Психические феномены даны нам во внутреннем опыте, однако могут ли существовать психические феномены за пределами этого опыта? В каком смысле могли бы мы говорить об их существовании? Брентано заостряет этот вопрос, переходя от термина “психический феномен” к термину “сознание”. Рассматривая многозначность слова “сознание”, которое, кстати сказать, было изобретено, так же как слово “представление” (Vorstellung), Христианом Вольфом, Брентано отказывается следовать какому-либо из общеупотребительных значений. Он оговаривает, что будет употреблять этот термин как равнозначный “психическому феномену”. Таким образом, сознание характеризуется интенциональной присущностью ему предмета, или, иначе говоря, каждый психический феномен есть сознание об объекте. Теперь можно, следуя терминологии Брентано, переформулировать наш вопрос следующим образом: существует ли психический феномен, который не является объектом какого-либо сознания? Или иначе: “Все психические феномены суть сознание — но осознаются ли так же все психические феномены, или же существуют, возможно, неосознанные психические феномены?” Причем Брентано указывает, что неосознанное (или бессознательное) сознание не является противоречием, как, скажем, невидимое видимое.

После появления психоанализа вопрос о бессознательном приобрел большое значение, а сам термин вошел в плоть и кровь современной культуры. Однако и во времена Брентано многие психологи признавали существование бессознательных или неосознанных представлений и т.д. При этом необходимо, конечно, точно определить, что же каждый раз понимается под сознанием. Отметим, в частности, что у Фрейда понятие бессознательного становится основным, но при этом нет, по существу, анализа сознания. Вы знаете, что для определения значения чего-либо, важно понять так же противоположное значение.
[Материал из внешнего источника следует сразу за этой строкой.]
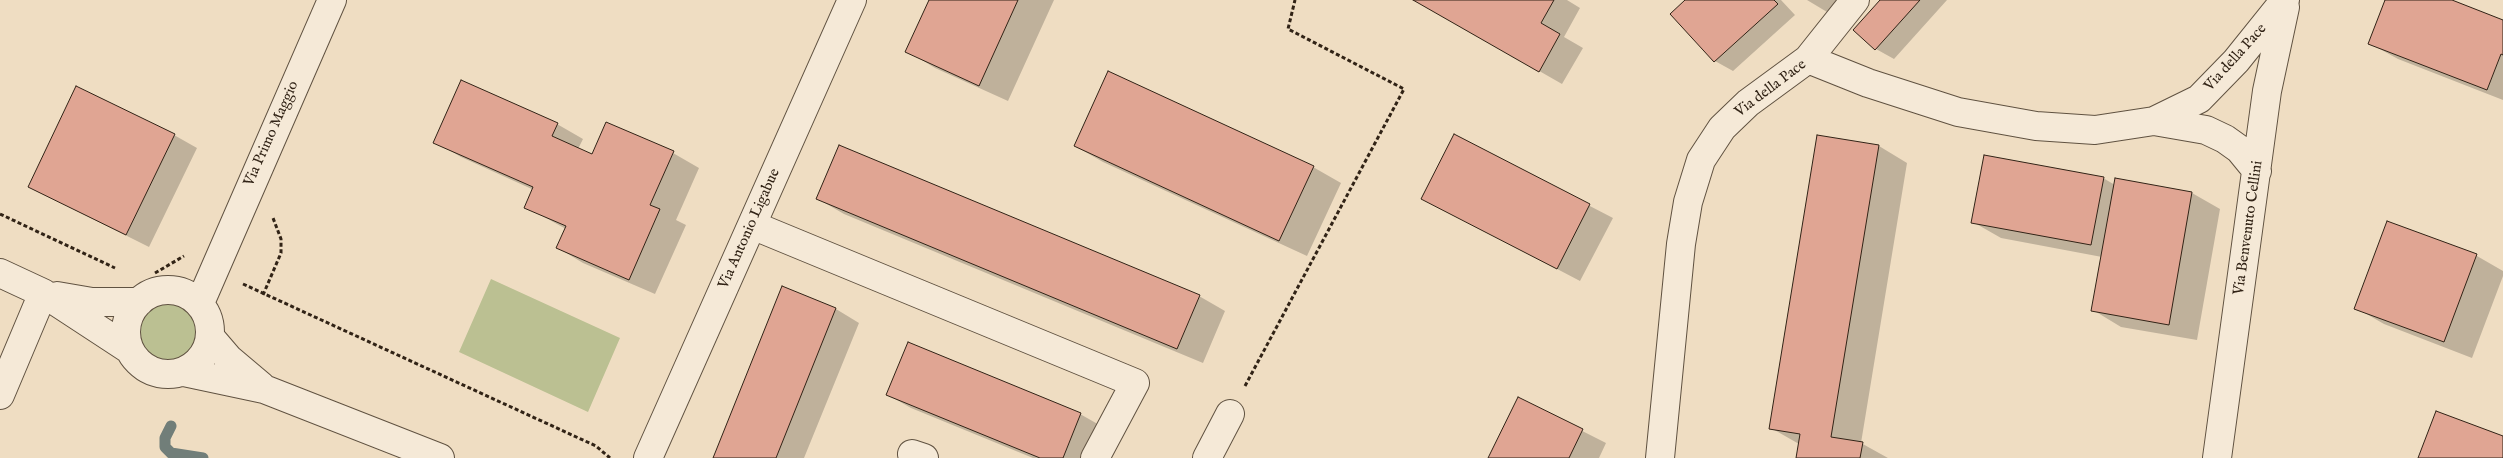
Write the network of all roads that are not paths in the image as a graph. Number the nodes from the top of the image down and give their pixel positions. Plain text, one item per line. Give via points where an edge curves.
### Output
1 (332, 0) edge
2 (852, 0) edge
3 (1855, 0) edge
4 (2286, 0) edge
5 (1808, 59) junction
6 (2154, 121) junction
7 (2257, 171) junction
8 (752, 225) junction
9 (0, 273) edge
10 (43, 293) junction
11 (188, 297) junction
12 (139, 302) junction
13 (211, 338) junction
14 (130, 350) junction
15 (184, 372) junction
16 (264, 389) junction
17 (0, 395) edge
18 (1230, 414) road end
19 (440, 458) edge
20 (648, 458) edge
21 (1095, 458) edge
22 (1207, 458) edge
23 (1660, 458) edge
24 (2217, 458) edge

1 - 11 street, Via Primo Maggio via 213,269
2 - 8 street, Via Antonio Ligabue
3 - 5 street
4 - 6 street, Via della Pace via 2199,99
4 - 7 street, Via Benvenuto Cellini via 2272,60
5 - 6 street, Via della Pace via 1868,83 1958,112 2036,126 2094,130
5 - 23 street, Via della Pace via 1748,103 1722,128 1700,160 1681,244
6 - 7 street, Via della Pace via 2206,130 2225,139 2239,149
7 - 24 street, Via Benvenuto Cellini
8 - 20 street, Via Antonio Ligabue
8 - 21 street via 1135,383
9 - 10 street
10 - 12 street via 92,302
10 - 14 street
10 - 17 street
11 - 12 street via 160,291
11 - 13 street via 209,320
12 - 14 street via 128,321
13 - 15 street via 199,362
13 - 16 street via 229,359
14 - 15 street via 138,362 155,373
15 - 16 street
16 - 19 street
18 - 22 street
Если не определено сознание, то, следовательно, не определено и бессознательное.

У Брентано сознание определено достаточно четко: это направленность на объект. Сама эта направленность и определенный способ этой направленности является объектом сопровождающего сознания. Можно сказать, что это сопровождающее сознание и делает сознание сознанием, иначе говоря, делает направленность на объект осознанной. Теперь мы задаем вопрос, существуют ли психические феномены, которые не осознаются, не являются объектом сопровождающего сознания? Уже исходя из брентановского определения сознания, можно ответить на этот вопрос отрицательно.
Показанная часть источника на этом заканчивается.